Mean =$\frac{\sum{fixi}}{\sum{fi}}$. (where f is frequency and x is variable).

• Mode: It is another form of central tendency or representative value. The mode in a list of numbers refers to the list of numbers that occur most frequently.

For example, to find the mode of 9, 11, 3, 44, 17, 11, 17, 15, 15, 15, 27, 40, 8

Put the numbers in increasing order as shown below:

3, 8, 9, 15, 15, 15, 17, 17, 17, 17, 27, 40, 44

The number which occur most frequently is the mode. In the given data, the mode is 17 which occurs the most at 4 times.

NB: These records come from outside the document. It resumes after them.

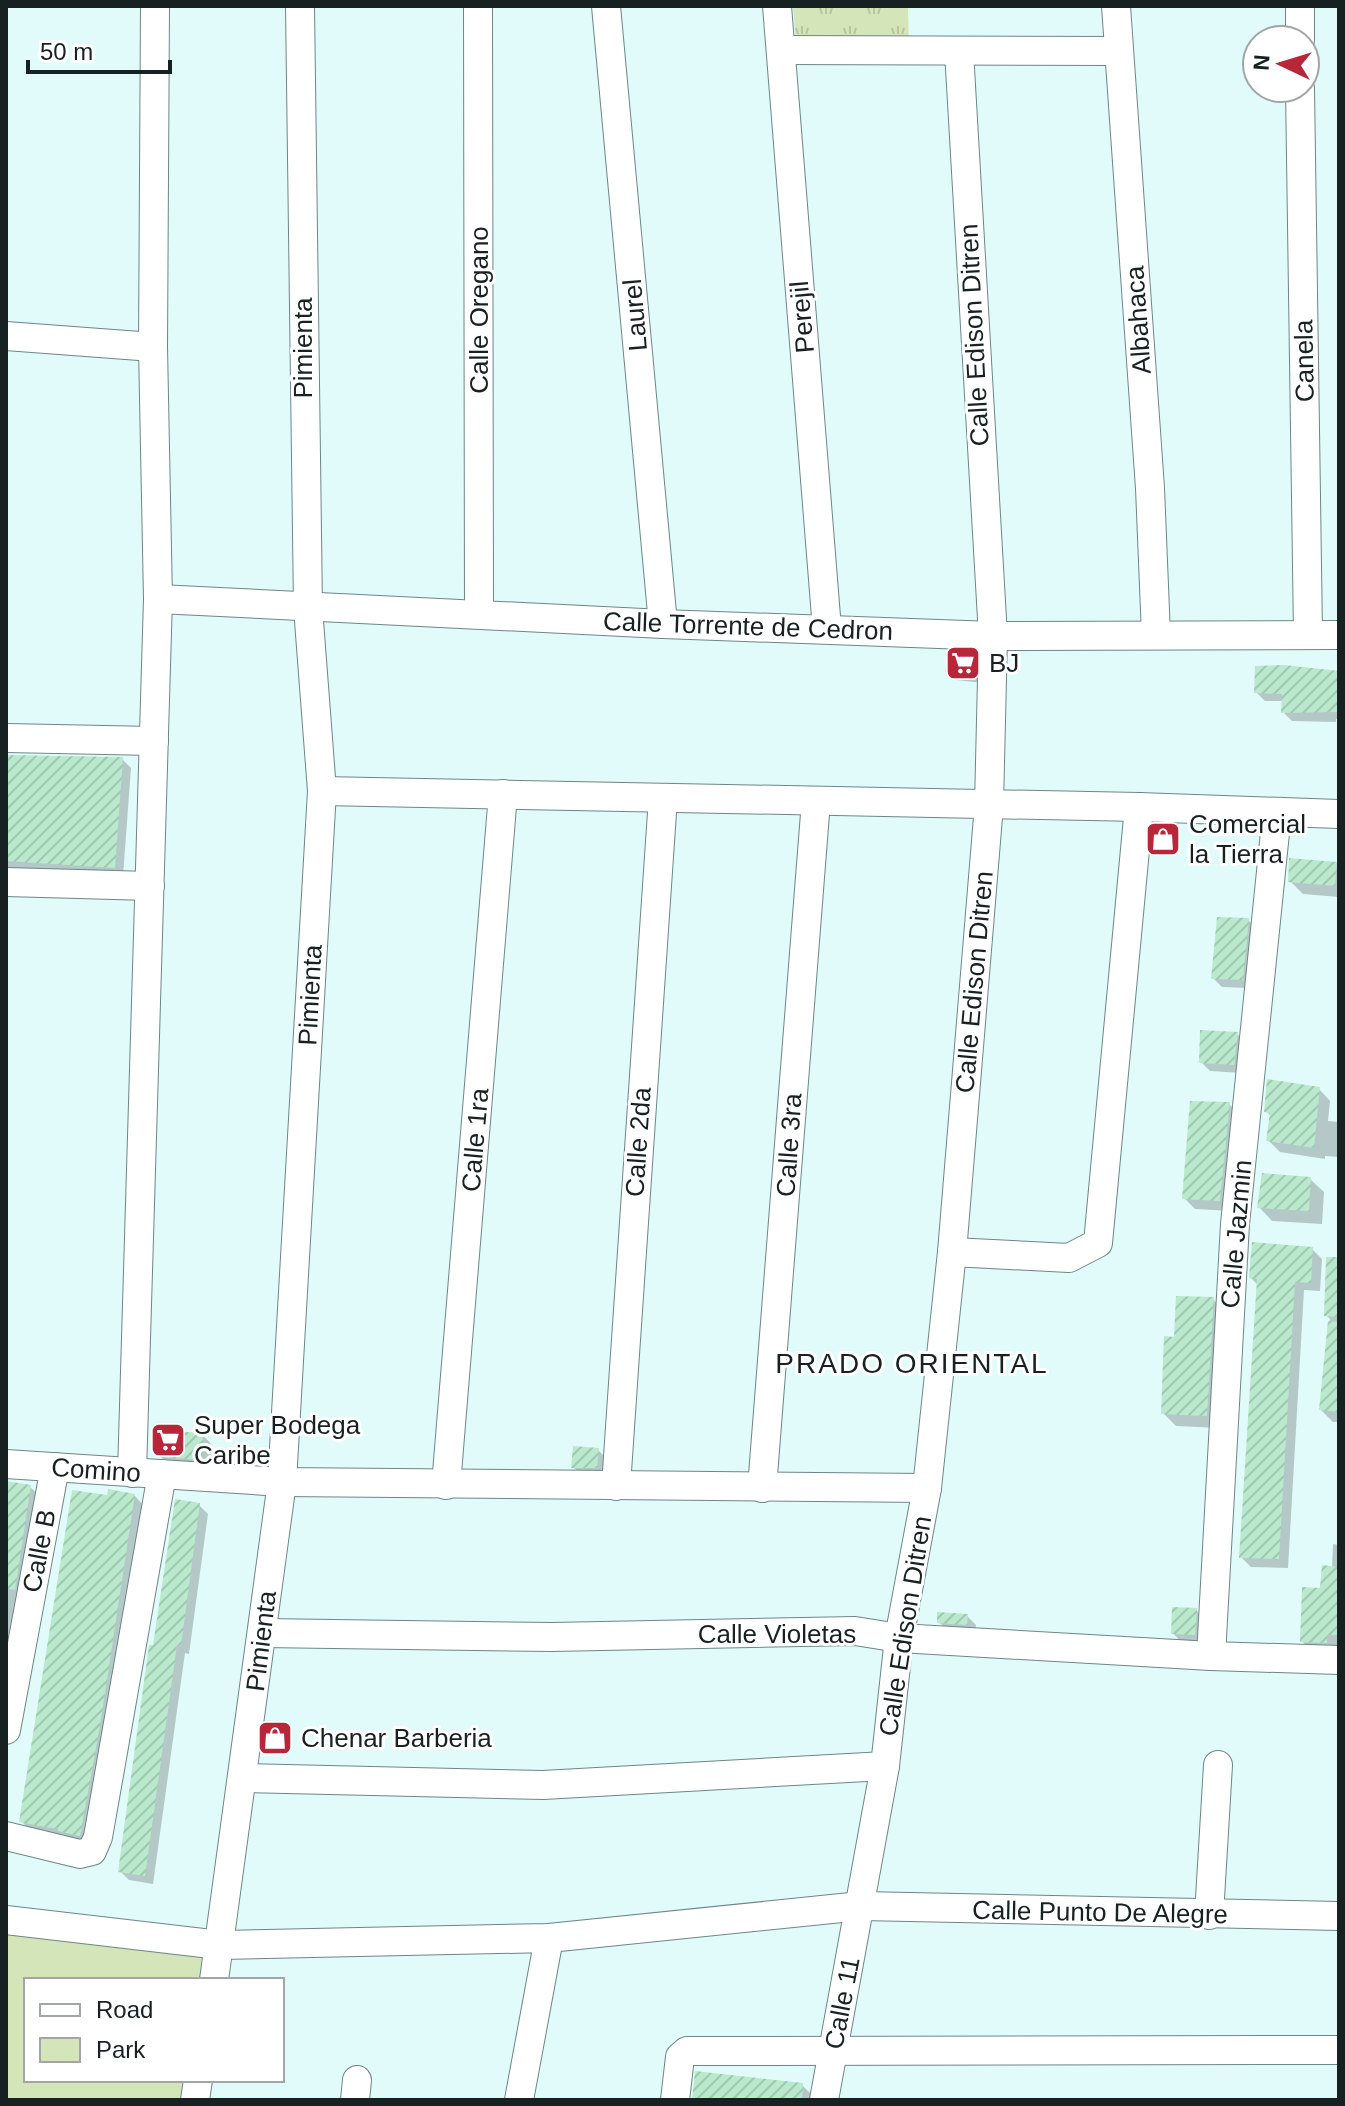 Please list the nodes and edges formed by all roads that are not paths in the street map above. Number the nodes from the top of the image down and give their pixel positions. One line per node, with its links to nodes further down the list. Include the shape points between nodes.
1 (155, 6): 12 (street)
2 (300, 6): 14 (street, Pimienta)
3 (478, 6): 15 (street, Calle Oregano)
4 (606, 6): 16 (street, Laurel)
5 (777, 6): 7 (street, Perejil)
6 (1116, 6): 9 (street, Albahaca)
7 (781, 50): 8 (street); 17 (street, Perejil)
8 (959, 51): 9 (street); 21 (street, Calle Edison Ditren)
9 (1119, 51): 19 (street, Albahaca)
10 (1300, 104): 18 (street, Canela)
11 (6, 336): 12 (street)
12 (153, 347): 13 (street)
13 (158, 599): 14 (street, Calle Torrente de Cedron); 23 (street)
14 (308, 608): 15 (street, Calle Torrente de Cedron); 24 (street, Pimienta)
15 (479, 613): 16 (street, Calle Torrente de Cedron)
16 (663, 624): 17 (street, Calle Torrente de Cedron)
17 (827, 629): 21 (street, Calle Torrente de Cedron)
18 (1308, 634): 19 (street, Calle Torrente de Cedron); 20 (street, Calle Torrente de Cedron)
19 (1156, 635): 21 (street, Calle Torrente de Cedron)
20 (1339, 635)
21 (993, 636): 28 (street, Calle Edison Ditren)
22 (6, 738): 23 (street)
23 (154, 741): 33 (street)
24 (322, 791): 25 (street); 39 (street, Pimienta)
25 (503, 794): 26 (street); 40 (street, Calle 1ra)
26 (663, 798): 27 (street); 41 (street, Calle 2da)
27 (816, 801): 28 (street); 42 (street, Calle 3ra)
28 (989, 805): 29 (street); 34 (street, Calle Edison Ditren)
29 (1139, 807): 30 (street); 34 (street, via 1098,1243 1069,1258)
30 (1277, 813): 31 (street); 46 (street, Calle Jazmin, via 1235,1224)
31 (1339, 814)
32 (6, 882): 33 (street)
33 (150, 886): 37 (street)
34 (952, 1252): 43 (street, Calle Edison Ditren)
35 (6, 1464): 36 (street, Comino)
36 (55, 1467): 37 (street, Comino); 48 (street, Calle B)
37 (132, 1473): 38 (street, Comino)
38 (162, 1474): 39 (street, Comino); 52 (street, via 92,1851 80,1854)
39 (282, 1482): 40 (street, Comino); 44 (street, Pimienta)
40 (446, 1485): 41 (street, Comino)
41 (616, 1486): 42 (street, Comino)
42 (762, 1488): 43 (street, Comino)
43 (927, 1488): 45 (street, Calle Edison Ditren)
44 (262, 1633): 45 (street, Calle Violetas, via 552,1637 855,1631); 51 (street, Pimienta)
45 (899, 1638): 46 (street, Calle Violetas); 50 (street, Calle Edison Ditren)
46 (1211, 1656): 47 (street, Calle Violetas)
47 (1339, 1660)
48 (6, 1730)
49 (1218, 1765): 54 (street)
50 (885, 1766): 51 (street, via 543,1785); 53 (street, Calle Edison Ditren)
51 (243, 1778): 58 (street, Pimienta)
52 (6, 1836)
53 (861, 1906): 54 (street, Calle Punto De Alegre); 57 (street, Calle Punto De Alegre); 61 (street, Calle 11)
54 (1209, 1915): 55 (street, Calle Punto De Alegre)
55 (1339, 1916)
56 (6, 1920): 58 (street, Calle Punto De Alegre)
57 (549, 1938): 58 (street, Calle Punto De Alegre); 62 (street)
58 (220, 1945): 59 (street, Pimienta)
59 (214, 1978)
60 (1339, 2050): 61 (street)
61 (833, 2052): 63 (street, via 687,2051 680,2057); 64 (street, Calle 11)
62 (519, 2100)
63 (675, 2100)
64 (824, 2100)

• The median: The Median is the ‘middle value’ in your list. It is also a form of representative value. When the totals of the list are odd, the median is the middle entry in the list after sorting the list into increasing order If a set of n observations is given, where n is odd, then

Median = ${{\left( \frac{n+1}{2} \right)}^{th}}$observation

When observations are arranged in an increasing order.

When the totals of the list are even, the median is equal to the sum of the two middle (after sorting the list into increasing order) numbers divided by two.

If a set of n observations is given, where n is even, then

Median = $\frac{{{\left( \frac{n}{2} \right)}^{th}}observation+{{\left( \frac{n}{2}+1 \right)}^{th}}observation}{2}$

When observations are arranged in increasing order.

• Range: The difference between the smallest and largest observation is called the range.

Example

The mean, median, mode and range for the following list of values are:

8, 9, 10, 10, 10, 11, 11, 11, 11, 13

(a) 10.5, 10.5, 10, 11      (b) 10.5, 10.4, 10, 5

(c) 10.4, 10.5, 11, 5        (d) 10.5, 10.4, 11, 11

(e) None of these

Ans.     (c)

Explanation: The mean is the usual average.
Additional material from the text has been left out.